指しゃぶりはいつまで大丈夫?〜歯並びへの影響とやめる目安〜

「指しゃぶりがなかなかやめられない」
「歯並びに影響しないか心配」
「無理にやめさせてもいいの?」
このように悩む保護者の方は少なくありません。
指しゃぶりは、赤ちゃんや小さな子どもによく見られる自然な行動です。安心したい時や眠い時、気持ちを落ち着かせたい時に見られることもあります。
ただし、長く続く場合は、歯並びや噛み合わせに影響することがあります。
今回は、指しゃぶりはいつまで様子を見てもよいのか、やめる目安や歯並びへの影響、家庭でできる声かけのポイントについてご紹介します。
指しゃぶりは小さい頃には自然な行動
指しゃぶりは、乳幼児期によく見られる行動です。
赤ちゃんにとって指しゃぶりは、気持ちを落ち着かせたり、眠る時の安心材料になったりすることがあります。
そのため、低年齢のうちはすぐに問題になるわけではありません。
特に、眠い時だけ、退屈な時だけなど、一時的に見られる程度であれば、成長とともに自然に減っていくこともあります。
大切なのは、年齢や頻度、指しゃぶりの強さ、お口の状態を見ながら判断することです。
やめる目安はいつ?
指しゃぶりをやめる目安としては、3歳頃から少しずつ意識し始め、4歳以降も続く場合は一度相談がおすすめです。
もちろん、3歳になったから急にやめさせなければいけない、というわけではありません。
ただ、年齢が上がっても長時間続いている場合や、強い力で指を吸っている場合は、歯並びや噛み合わせに影響が出やすくなることがあります。
特に、
- 日中も頻繁に指しゃぶりをしている
- 寝る時に毎日している
- 指に吸いだこがある
- 前歯が出てきた
- 前歯が噛み合わない
といった様子がある場合は、一度歯科で確認しておくと安心です。
歯並びへの影響
指しゃぶりが長く続くと、前歯やあごに力がかかり続けることがあります。
その結果、
- 出っ歯
- 前歯が噛み合わない開咬
- 上あごが狭くなる
- 噛み合わせのずれ
などにつながることがあります。
特に、強く吸う癖がある場合や、長時間続いている場合は注意が必要です。
指しゃぶりによる影響は、指の入れ方や吸う力、続いている期間によっても変わります。
また、指しゃぶりによって舌の位置や飲み込み方に癖がつくこともあります。歯並びだけでなく、お口全体の機能を見ていくことが大切です。

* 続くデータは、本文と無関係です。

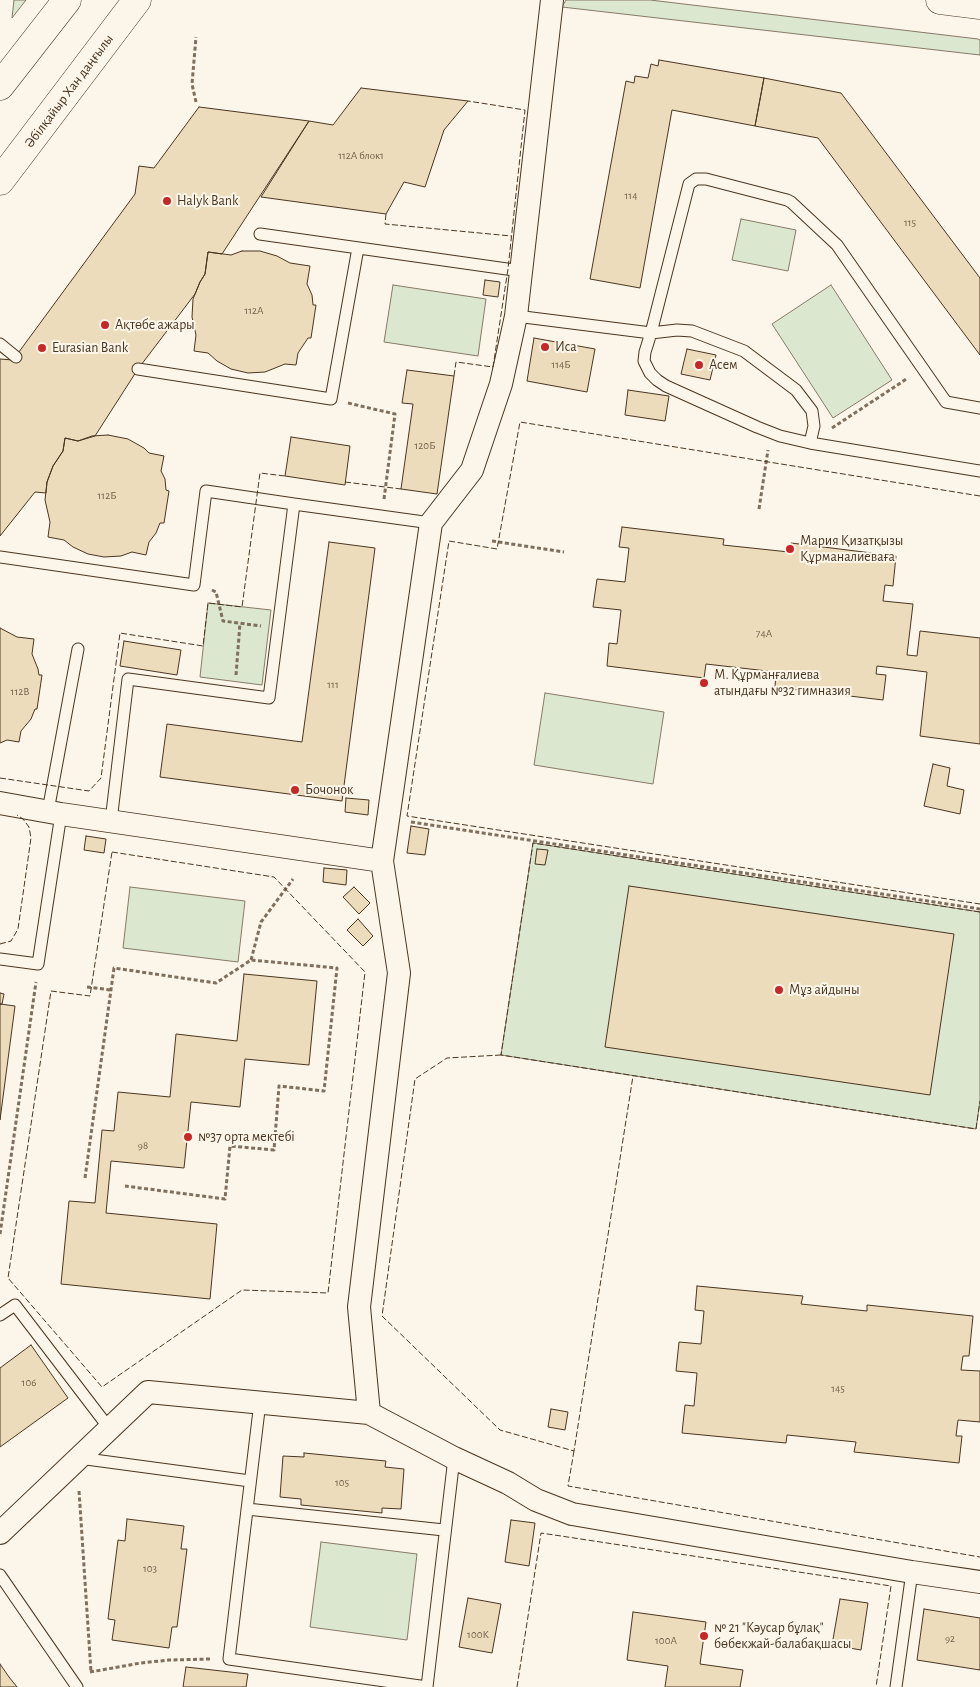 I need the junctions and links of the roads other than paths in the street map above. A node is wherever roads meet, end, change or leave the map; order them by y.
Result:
1 (66, 0) edge
2 (137, 0) edge
3 (552, 0) edge
4 (940, 0) edge
5 (980, 6) edge
6 (0, 86) edge
7 (0, 181) edge
8 (260, 234) dead end
9 (358, 248) junction
10 (521, 271) junction
11 (516, 316) junction
12 (651, 333) junction
13 (0, 344) edge
14 (16, 357) dead end
15 (138, 369) dead end
16 (980, 408) edge
17 (810, 443) junction
18 (980, 471) edge
19 (294, 504) junction
20 (431, 523) junction
21 (0, 557) edge
22 (78, 649) dead end
23 (0, 803) edge
24 (55, 812) junction
25 (110, 821) junction
26 (382, 861) junction
27 (0, 959) edge
28 (0, 1315) edge
29 (260, 1402) junction
30 (369, 1413) junction
31 (109, 1428) junction
32 (78, 1458) junction
33 (454, 1458) junction
34 (250, 1481) junction
35 (247, 1509) junction
36 (444, 1530) junction
37 (0, 1533) edge
38 (912, 1572) junction
39 (0, 1575) edge
40 (980, 1582) edge
41 (77, 1687) edge
42 (426, 1687) edge
43 (896, 1687) edge

1 - 6 main road
2 - 7 main road, Әбілқайыр Хан даңғылы
3 - 10 street
4 - 5 main road
8 - 9 lane
9 - 10 lane
9 - 15 lane
10 - 11 street
11 - 12 lane
11 - 20 street
12 - 16 lane
12 - 17 lane
12 - 17 lane
13 - 14 lane
17 - 18 lane
19 - 20 lane
19 - 21 lane
19 - 25 lane
20 - 26 street
22 - 24 lane
23 - 24 street
24 - 25 street
24 - 27 lane
25 - 26 street
26 - 30 street
28 - 31 lane
29 - 30 street
29 - 31 street
29 - 34 lane
30 - 33 street
31 - 32 street
32 - 34 lane
32 - 37 street
33 - 36 lane
33 - 38 street
34 - 35 lane
35 - 36 lane
35 - 42 lane
36 - 42 lane
38 - 40 street
38 - 43 lane
39 - 41 lane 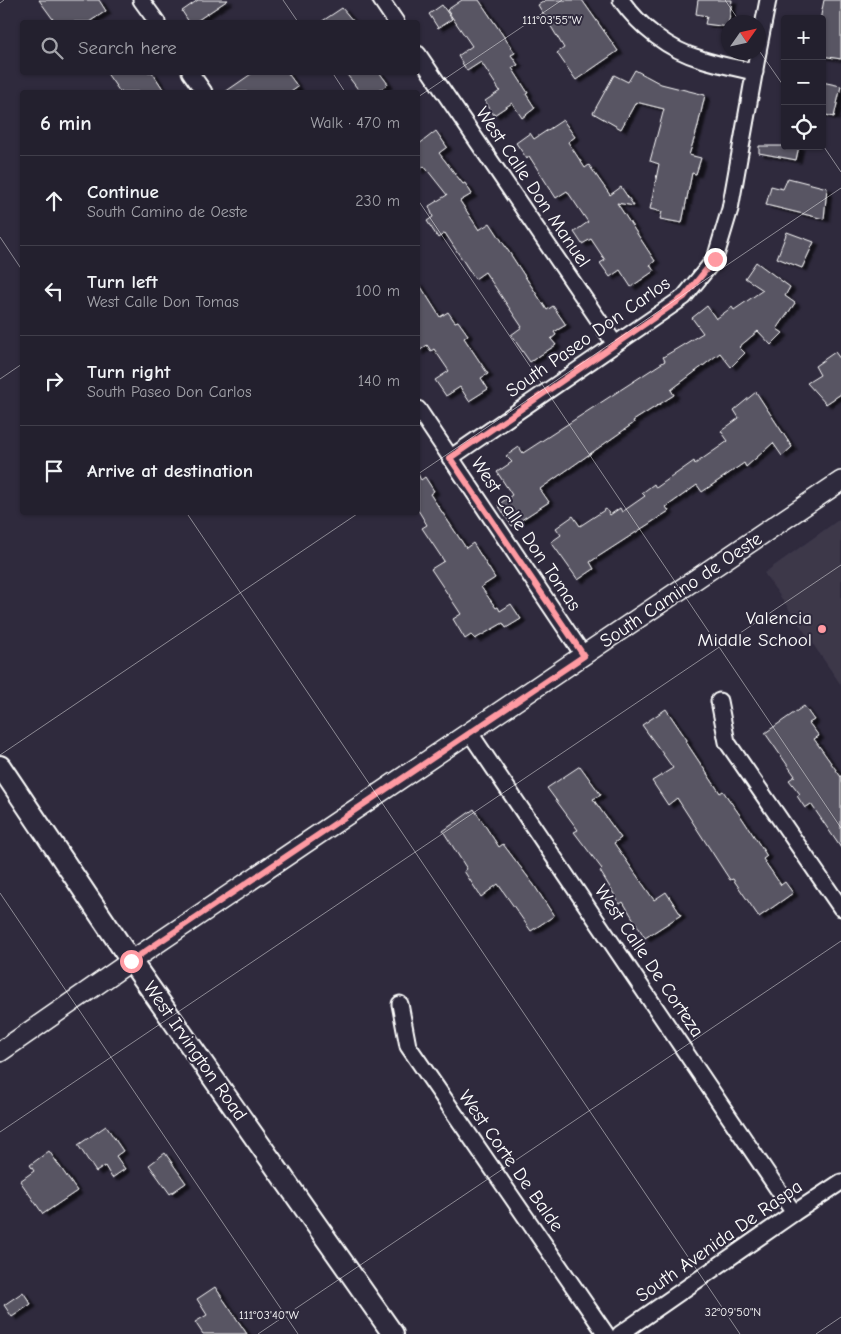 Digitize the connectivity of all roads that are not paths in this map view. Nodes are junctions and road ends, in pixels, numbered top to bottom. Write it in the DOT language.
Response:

指しゃぶりは歯並びに影響する習慣のひとつですが、歯並びは指しゃぶりだけで決まるわけではありません。口呼吸や舌の位置、飲み込み方、食習慣など、毎日の習慣も関係しています。
詳しくは、関連記事「歯並びが悪くなる原因は遺伝だけ?」をご覧ください。
無理にやめさせないコツ
指しゃぶりは、子どもにとって安心するための行動であることもあります。
そのため、強く叱ったり、無理やりやめさせたりすると、かえって不安が強くなり、やめにくくなることがあります。
家庭では、まず「やめなさい」と責めるのではなく、指しゃぶりをしているタイミングを観察してみましょう。
例えば、
- 眠い時
- 退屈な時
- 不安な時
- テレビを見ている時
- 甘えたい時
など、決まった場面で出ていることがあります。
その場合は、手をつなぐ、ぬいぐるみを持つ、絵本を読む、別の遊びに誘うなど、指しゃぶり以外で安心できる方法を一緒に探してあげることが大切です。
「できなかったこと」を責めるよりも、「今日は少し我慢できたね」とできたことを認めてあげる方が、前向きに取り組みやすくなります。
歯科で相談するメリット
指しゃぶりが続いている場合でも、すぐに矯正治療が必要になるとは限りません。
歯科では、
- 歯並びへの影響が出ているか
- 噛み合わせに問題があるか
- 舌の位置や飲み込み方に癖があるか
- 今は様子を見てよい時期か
などを確認します。
必要に応じて、家庭での声かけや生活の中でできる工夫をお伝えすることもあります。
「いつまで様子を見ていいのか分からない」という場合は、一度相談しておくと安心です。
まとめ
指しゃぶりは、小さい頃にはよく見られる自然な行動です。
しかし、長く続く場合や強く吸う癖がある場合は、歯並びや噛み合わせに影響することがあります。
3歳頃から少しずつ意識し始め、4歳以降も続く場合や、前歯の出っ張り・噛み合わせが気になる場合は、一度歯科で相談してみましょう。
無理にやめさせるのではなく、子どもの気持ちに寄り添いながら、少しずつ指しゃぶり以外の安心方法を増やしていくことが大切です。